Second,  Literal or not?    Shouldn’t we read the Bible literally?  Sounds right, doesn’t it? Right but not simple.  Here are a couple of definitions of “literal:”
1. “It happened exactly this way.”  or,
2. “What the writer intended.”
So, for example, what does it mean to read Genesis 1 literally?  If you follow the first definition, Genesis 1 is a play-by-play description of how the world was created. If you follow the second definition, it could be a God-inspired meditation on the origins of the universe attesting to the creative power of God.

Tim Keller, who believes that Genesis 1 is a poem, says this: “The way to respect the authority of the Biblical writers is to take them as they want to be taken.  Sometimes they want to be taken literally, sometimes they don’t. We must listen to them, not impose our thinking and agenda on them.”

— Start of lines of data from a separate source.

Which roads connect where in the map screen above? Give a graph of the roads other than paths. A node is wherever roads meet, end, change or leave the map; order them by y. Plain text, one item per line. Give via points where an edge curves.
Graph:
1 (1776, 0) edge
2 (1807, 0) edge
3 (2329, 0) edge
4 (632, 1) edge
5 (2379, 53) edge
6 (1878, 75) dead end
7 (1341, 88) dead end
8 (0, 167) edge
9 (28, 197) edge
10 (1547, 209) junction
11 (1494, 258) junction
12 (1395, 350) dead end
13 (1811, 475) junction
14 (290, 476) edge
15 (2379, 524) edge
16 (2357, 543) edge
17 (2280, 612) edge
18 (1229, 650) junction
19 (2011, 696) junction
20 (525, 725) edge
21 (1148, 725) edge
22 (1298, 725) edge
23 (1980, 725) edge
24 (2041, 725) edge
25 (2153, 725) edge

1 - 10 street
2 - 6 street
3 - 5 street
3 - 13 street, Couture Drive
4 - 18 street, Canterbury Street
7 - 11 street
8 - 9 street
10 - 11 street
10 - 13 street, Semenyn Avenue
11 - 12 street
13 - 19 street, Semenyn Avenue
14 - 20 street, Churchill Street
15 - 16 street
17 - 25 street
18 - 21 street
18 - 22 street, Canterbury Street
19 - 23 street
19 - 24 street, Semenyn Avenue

Third, accept the Bible for what it is. Some years ago the late Adrian Rogers, one of the architects of the fundamentalist takeover of the Southern Baptist Convention, was asked for his definition of inerrancy.  He answered: “It means the Bible is truth without mixture of error historically, philosophically, scientifically and theologically.”  While I have huge respect for Dr. Rogers, he was making claims about the Bible that the Bible doesn’t make for itself.

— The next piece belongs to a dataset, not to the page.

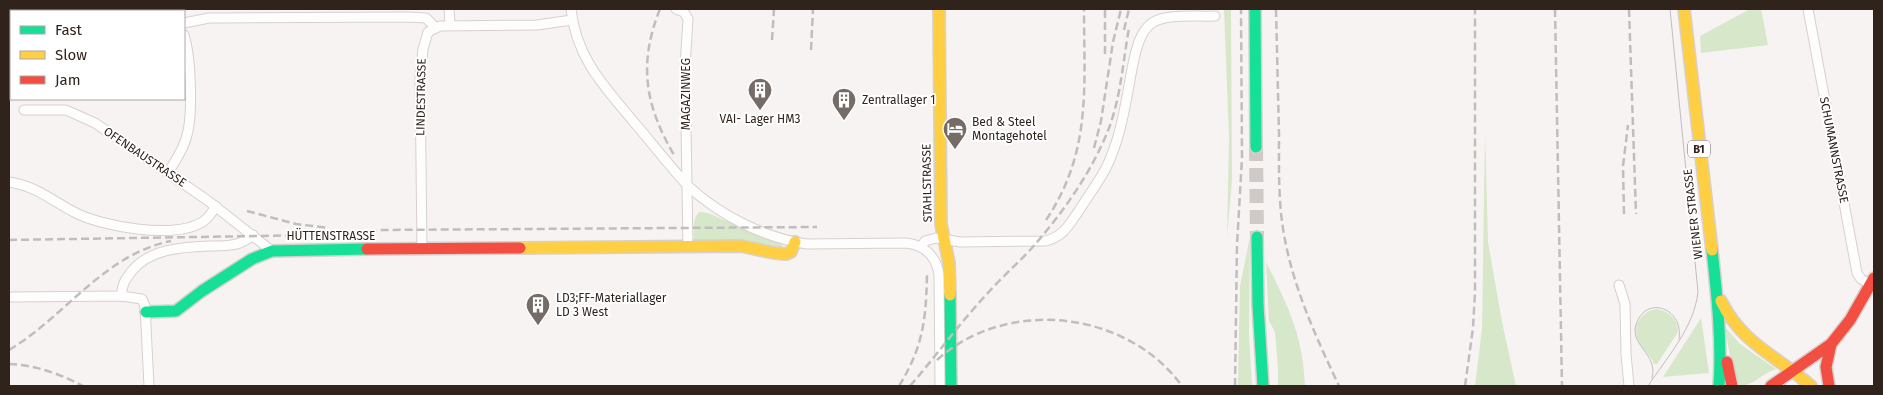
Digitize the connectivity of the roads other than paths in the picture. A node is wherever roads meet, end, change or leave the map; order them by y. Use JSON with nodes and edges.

The Bible does not claim to be inerrant. It does claim to be true.  “The entirety of your word is truth, and every one of your righteous judgments endures forever” Psalm 119:160.  “True” does not mean “inerrant”.  The Bible is 100% true, but that doesn’t necessitate that all of it has to be 100% scientific and historical “fact.”  To require the Bible to be “factual” in the areas of history, chronology, science,  is to impose on it a 21st century mindset that distorts it.

When you’re dealing with any book, you have to know what its purpose is or you won’t understand it correctly.  The main purpose of the Bible is found here:

“And beginning at Moses and all the prophets, He expounded to them in all the Scriptures the things concerning Himself…And He opened their understanding that they might comprehend the Scriptures.” Luke 24:27, 44-45

The purpose of the Bible is to point us to God’s final Word: Jesus.

Let’s take off and keep off our stomping boots and put on our sandals and walk with Jesus – the Living Word.